I was dreaming again, and it turns out, it wasn't real.
"Hoy, ngano ka?" Thea asked me as she placed her hand at my shoulder. I ran my fingers through my hair as I yawned.
"I dreamt myself marrying Jay." I murmured as I stood up from my chair. She sighed as we all went out of the room.
"You know, you could do something better rather than day dreaming about him." She suggested as I grabbed my bag.
"But day dreaming about him is the best thing that I can do." I said. Thea and Kirsten both looked at each other, contemplating what I just said.
"Whatever you say bai." They both smirked as we head into the canteen.
I rubbed my eyes, trying to remember my dream a while ago. I smiled as I remembered what happened.
It felt so real. The way he looks at me, like he's staring into my soul. The way he laughs at my jokes, which I didn't even find funny.
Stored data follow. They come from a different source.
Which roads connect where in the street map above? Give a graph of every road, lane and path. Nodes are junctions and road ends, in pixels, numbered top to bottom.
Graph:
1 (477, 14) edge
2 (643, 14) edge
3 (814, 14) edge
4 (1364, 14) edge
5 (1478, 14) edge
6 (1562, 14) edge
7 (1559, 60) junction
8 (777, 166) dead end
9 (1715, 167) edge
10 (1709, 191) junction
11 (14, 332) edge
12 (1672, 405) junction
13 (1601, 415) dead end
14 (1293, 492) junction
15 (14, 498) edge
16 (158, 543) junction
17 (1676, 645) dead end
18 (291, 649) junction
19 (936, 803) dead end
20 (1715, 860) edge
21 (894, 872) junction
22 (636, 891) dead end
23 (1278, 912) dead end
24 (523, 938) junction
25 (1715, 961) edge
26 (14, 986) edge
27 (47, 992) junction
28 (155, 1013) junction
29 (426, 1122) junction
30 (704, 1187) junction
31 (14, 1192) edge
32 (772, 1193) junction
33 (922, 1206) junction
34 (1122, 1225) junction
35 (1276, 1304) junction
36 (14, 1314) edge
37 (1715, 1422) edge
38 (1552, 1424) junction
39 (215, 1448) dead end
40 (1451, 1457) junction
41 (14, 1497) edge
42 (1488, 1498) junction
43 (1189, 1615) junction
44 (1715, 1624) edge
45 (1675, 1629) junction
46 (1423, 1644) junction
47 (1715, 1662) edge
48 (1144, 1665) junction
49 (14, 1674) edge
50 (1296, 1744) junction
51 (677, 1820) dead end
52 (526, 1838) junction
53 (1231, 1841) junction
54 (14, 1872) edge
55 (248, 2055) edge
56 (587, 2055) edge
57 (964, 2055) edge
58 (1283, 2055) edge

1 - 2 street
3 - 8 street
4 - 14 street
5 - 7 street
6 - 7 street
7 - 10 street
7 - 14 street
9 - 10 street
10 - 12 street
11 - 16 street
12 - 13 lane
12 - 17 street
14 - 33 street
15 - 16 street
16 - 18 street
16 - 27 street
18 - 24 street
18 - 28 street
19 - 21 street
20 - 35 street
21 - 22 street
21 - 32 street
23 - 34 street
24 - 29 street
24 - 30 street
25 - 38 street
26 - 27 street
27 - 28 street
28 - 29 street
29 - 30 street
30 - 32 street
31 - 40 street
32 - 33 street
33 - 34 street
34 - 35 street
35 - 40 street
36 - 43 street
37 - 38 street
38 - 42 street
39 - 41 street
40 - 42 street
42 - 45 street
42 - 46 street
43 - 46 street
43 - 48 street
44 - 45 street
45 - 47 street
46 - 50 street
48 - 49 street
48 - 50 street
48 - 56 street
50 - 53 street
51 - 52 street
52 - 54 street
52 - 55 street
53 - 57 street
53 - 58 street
The way he grabs my hand kisses it, piste. Makahilak intawn ni.
I mean, just look at him. Such beauty. Every girl would want to be in my position, if it really happened. Makes me just wanna go to him and say "I really like you."
We all placed our bags at a table. I looked at both of my friends, as I suddenly laughed.
"Ngano man?" Kirt raised her eyebrows as I continue to laugh. I don't care if mura kog buang karon.
"Inyong nawng ba, tama kaayo murag gikan camping ra jud." I started laughing so loud, like that type of laugh ba na tuyok tuyok nalang jud ka niya you can't see anyone kay it's like you're taking drugs.
Then suddenly, I accidentally bumped into someone then I fell down in the floor. Shit. Unsaon ni nako.
I covered my face as I repeatedly said sorry to the person who I bumped into. That person, who I still can't recognize took my hand and helped me get off the floor. I uncovered my face then-
piste. si jay.
"Sorry kaayo kuya.." I plead for forgiveness as he laughs at me. God, I feel so stupid.
"Okay ra to uy. Just be careful lang next time ha?" He placed his hand at my shoulder then left with his friends.
I bit my lip, trying to control this uncontrollable smile as I went back to my friends.
"Da, nahulog intawn ni siya." Thea said as they both laughed. I laughed with them, reminiscing that bad moment over and over again.